En el marco del Día Nacional del Endocrinólogo, conmemorado este 24 de julio, la Asociación Colombiana de Endocrinología, Diabetes y Metabolismo hizo un llamado urgente a fortalecer la prevención, el diagnóstico oportuno y el acceso a una atención médica especializada frente al crecimiento de estas patologías asociadas al sedentarismo, la mala alimentación y el envejecimiento poblacional.
El rol estratégico de la endocrinología
Aunque comúnmente se vincula la especialidad exclusivamente con la diabetes, el campo de acción de la endocrinología abarca el diagnóstico y tratamiento de trastornos hormonales y metabólicos complejos, tales como:
- Obesidad y alteraciones del metabolismo lipídico.
- Trastornos de la tiroides.
- Osteoporosis y enfermedades del metabolismo óseo.
- Alteraciones en glándulas suprarrenales e hipófisis.
- Condiciones que afectan la salud reproductiva y cardiovascular.
El doctor José Luis Torres Grajales, presidente de la Asociación Colombiana de Endocrinología, Diabetes y Metabolismo, advirtió sobre la naturaleza sigilosa de estas condiciones:
“Las enfermedades endocrinas suelen avanzar durante años sin producir síntomas evidentes.

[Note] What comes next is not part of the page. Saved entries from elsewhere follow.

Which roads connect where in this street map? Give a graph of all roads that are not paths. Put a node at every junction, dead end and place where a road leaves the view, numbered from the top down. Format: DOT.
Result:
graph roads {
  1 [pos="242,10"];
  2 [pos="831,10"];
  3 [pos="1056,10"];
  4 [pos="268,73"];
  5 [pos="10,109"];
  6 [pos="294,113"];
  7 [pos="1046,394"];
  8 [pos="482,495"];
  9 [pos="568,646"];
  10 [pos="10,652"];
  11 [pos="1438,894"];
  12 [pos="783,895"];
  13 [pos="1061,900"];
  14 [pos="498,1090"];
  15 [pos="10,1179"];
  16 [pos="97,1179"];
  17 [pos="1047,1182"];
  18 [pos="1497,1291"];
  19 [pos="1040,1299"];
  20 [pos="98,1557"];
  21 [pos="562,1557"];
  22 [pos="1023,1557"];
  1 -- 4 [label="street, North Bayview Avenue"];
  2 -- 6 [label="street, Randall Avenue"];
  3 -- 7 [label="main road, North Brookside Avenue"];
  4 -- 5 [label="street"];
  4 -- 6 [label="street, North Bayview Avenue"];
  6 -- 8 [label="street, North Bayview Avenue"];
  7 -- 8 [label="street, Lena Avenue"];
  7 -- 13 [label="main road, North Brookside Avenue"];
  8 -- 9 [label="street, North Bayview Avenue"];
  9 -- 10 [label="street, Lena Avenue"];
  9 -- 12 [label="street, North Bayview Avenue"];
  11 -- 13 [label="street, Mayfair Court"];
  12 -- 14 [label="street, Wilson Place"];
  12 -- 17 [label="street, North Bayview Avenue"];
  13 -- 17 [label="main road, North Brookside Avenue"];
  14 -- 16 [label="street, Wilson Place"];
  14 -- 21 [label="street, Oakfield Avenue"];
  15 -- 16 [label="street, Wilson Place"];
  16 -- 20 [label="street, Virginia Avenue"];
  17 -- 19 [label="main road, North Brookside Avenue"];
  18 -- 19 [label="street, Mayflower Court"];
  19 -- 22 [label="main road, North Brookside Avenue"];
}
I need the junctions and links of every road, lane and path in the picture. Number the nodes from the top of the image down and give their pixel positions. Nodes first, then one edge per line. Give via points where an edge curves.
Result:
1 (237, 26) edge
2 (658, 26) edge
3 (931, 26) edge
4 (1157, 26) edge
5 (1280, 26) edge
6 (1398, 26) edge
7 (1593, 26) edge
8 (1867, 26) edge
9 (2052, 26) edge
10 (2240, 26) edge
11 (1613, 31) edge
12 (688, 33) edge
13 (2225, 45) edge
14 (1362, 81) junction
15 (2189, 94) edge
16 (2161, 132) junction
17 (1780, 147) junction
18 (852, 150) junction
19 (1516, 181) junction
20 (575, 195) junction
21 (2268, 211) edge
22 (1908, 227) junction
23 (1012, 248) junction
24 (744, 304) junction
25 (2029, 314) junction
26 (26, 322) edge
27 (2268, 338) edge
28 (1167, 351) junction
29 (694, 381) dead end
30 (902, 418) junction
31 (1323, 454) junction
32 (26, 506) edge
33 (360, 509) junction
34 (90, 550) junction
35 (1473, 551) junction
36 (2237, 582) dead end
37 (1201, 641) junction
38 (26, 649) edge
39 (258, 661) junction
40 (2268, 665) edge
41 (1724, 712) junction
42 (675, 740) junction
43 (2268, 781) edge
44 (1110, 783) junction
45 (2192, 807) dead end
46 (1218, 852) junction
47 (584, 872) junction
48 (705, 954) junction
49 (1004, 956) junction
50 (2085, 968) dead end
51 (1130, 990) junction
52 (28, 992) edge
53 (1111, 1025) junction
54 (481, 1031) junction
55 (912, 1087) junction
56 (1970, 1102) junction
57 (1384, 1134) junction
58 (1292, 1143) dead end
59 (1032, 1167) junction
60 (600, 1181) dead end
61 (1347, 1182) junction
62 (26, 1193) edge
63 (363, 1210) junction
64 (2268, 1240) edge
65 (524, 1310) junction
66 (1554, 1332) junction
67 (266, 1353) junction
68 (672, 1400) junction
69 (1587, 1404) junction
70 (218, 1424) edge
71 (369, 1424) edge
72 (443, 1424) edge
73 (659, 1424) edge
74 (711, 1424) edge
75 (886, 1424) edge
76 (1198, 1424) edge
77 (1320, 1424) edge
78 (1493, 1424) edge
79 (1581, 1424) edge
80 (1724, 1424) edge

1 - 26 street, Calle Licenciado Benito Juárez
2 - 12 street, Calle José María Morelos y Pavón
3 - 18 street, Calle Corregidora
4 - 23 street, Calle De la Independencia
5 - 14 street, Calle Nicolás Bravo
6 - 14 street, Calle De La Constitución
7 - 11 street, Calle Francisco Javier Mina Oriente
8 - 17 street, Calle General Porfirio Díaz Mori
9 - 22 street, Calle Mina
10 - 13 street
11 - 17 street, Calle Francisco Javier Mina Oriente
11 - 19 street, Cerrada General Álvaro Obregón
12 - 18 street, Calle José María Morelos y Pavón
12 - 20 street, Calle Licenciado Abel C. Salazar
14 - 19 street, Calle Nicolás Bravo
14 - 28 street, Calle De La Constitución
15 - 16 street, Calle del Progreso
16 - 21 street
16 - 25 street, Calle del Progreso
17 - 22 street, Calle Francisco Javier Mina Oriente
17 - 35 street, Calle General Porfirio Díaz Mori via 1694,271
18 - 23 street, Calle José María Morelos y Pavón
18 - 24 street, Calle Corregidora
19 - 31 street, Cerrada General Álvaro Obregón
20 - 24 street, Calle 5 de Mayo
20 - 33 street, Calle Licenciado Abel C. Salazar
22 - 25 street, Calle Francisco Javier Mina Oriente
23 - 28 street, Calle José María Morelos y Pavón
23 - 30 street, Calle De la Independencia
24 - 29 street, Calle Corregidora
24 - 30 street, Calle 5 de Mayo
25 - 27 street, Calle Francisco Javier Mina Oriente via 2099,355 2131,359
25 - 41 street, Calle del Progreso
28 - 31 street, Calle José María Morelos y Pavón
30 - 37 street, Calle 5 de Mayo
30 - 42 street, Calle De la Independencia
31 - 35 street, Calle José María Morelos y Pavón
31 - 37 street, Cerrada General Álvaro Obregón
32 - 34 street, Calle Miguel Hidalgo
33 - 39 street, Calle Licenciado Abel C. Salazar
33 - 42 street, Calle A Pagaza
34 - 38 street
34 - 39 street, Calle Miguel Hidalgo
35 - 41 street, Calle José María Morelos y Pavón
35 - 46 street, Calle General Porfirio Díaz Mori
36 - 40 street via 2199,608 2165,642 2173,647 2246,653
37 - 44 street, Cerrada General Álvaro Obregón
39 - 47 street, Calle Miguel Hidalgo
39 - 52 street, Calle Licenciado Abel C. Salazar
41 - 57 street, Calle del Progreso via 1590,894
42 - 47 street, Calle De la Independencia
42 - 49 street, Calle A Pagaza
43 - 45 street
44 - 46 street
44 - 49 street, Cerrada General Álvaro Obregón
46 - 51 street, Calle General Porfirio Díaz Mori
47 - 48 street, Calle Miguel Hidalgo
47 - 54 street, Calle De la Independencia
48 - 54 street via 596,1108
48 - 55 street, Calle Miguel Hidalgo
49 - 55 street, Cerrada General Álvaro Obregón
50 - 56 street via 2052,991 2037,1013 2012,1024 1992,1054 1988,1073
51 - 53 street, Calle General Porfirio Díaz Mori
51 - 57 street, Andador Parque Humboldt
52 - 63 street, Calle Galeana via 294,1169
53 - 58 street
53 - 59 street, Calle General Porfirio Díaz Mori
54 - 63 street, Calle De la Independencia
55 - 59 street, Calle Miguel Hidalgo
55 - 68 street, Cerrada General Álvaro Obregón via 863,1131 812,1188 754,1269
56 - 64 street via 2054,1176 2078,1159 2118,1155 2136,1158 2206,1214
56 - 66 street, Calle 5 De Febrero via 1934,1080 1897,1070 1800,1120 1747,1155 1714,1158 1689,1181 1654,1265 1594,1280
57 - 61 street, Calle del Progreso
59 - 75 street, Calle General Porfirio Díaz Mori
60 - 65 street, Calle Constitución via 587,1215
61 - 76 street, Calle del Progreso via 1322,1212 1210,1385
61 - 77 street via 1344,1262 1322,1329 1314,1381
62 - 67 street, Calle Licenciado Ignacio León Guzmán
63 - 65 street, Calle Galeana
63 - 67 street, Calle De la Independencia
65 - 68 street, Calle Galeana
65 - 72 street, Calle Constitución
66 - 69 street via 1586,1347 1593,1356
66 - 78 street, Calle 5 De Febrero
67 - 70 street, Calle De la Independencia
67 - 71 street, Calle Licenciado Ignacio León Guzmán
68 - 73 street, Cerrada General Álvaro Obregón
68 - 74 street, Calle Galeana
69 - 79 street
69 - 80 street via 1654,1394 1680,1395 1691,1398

Cuando el paciente consulta por primera vez muchas veces ya existen complicaciones que pudieron evitarse. Nuestro mayor reto es identificar el riesgo antes de que aparezca el daño y acompañar al paciente de manera integral para preservar su calidad de vida”.
Hacia un modelo de atención integral
Intervenir de manera oportuna no solo mejora la expectativa y calidad de vida de los pacientes, sino que reduce de forma significativa la carga operativa y financiera para el sistema de salud. Un adecuado control de la diabetes previene fallas renales con necesidad de diálisis, neuropatías graves y enfermedades cardiovasculares.
Hoy en día, los especialistas lideran modelos centrados en el tamizaje de poblaciones de riesgo, la educación continua al paciente y un trabajo articulado con médicos generales, internistas, cardiólogos, nutricionistas y psicólogos para ofrecer un abordaje multidisciplinario que frene el avance de esta epidemia silenciosa en el país.